BEGIN LISTED RECORDS
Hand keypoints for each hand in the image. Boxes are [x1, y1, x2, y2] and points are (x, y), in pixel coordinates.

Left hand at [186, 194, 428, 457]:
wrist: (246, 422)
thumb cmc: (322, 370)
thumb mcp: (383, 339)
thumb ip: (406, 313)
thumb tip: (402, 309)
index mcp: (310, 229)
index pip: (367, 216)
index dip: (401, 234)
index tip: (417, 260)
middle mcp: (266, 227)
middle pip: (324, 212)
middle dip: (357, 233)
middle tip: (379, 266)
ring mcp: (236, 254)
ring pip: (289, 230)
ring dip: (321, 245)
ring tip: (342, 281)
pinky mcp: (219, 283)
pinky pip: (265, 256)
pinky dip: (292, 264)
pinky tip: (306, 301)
END LISTED RECORDS
BEGIN LISTED RECORDS
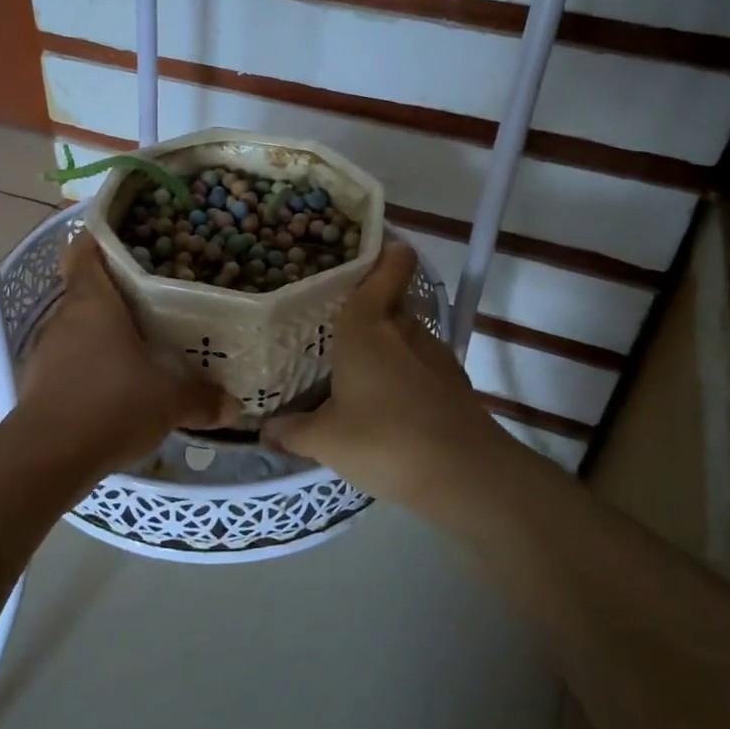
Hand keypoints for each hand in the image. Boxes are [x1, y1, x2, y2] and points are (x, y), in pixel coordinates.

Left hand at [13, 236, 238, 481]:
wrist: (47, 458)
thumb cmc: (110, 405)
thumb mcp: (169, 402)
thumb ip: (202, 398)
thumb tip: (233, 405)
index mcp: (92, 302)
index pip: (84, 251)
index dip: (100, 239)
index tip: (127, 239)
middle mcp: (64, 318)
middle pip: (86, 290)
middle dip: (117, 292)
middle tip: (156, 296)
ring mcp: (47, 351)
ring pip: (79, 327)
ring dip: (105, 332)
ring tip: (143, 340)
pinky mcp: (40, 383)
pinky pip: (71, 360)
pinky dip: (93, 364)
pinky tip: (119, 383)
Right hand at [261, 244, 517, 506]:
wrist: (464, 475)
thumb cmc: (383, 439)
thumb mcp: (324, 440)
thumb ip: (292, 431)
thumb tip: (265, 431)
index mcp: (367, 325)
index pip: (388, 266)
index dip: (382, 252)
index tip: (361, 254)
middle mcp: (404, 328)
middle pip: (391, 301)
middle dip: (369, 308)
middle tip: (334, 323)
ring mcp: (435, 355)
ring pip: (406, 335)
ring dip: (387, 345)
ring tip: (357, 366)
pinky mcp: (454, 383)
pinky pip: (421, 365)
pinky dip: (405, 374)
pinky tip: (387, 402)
END LISTED RECORDS
ASSIGNMENT: Copy out, from the data above, every line holding the word "middle".

ANSWER TO THIS EXERCISE:
middle mcp: (266, 227)
middle pip: (324, 212)
middle dip: (357, 233)
middle tip: (379, 266)
middle mcp: (64, 318)
middle pip: (86, 290)
middle dip: (117, 292)
middle tip: (156, 296)
middle mcp: (404, 328)
middle pip: (391, 301)
middle dip: (369, 308)
middle tip: (334, 323)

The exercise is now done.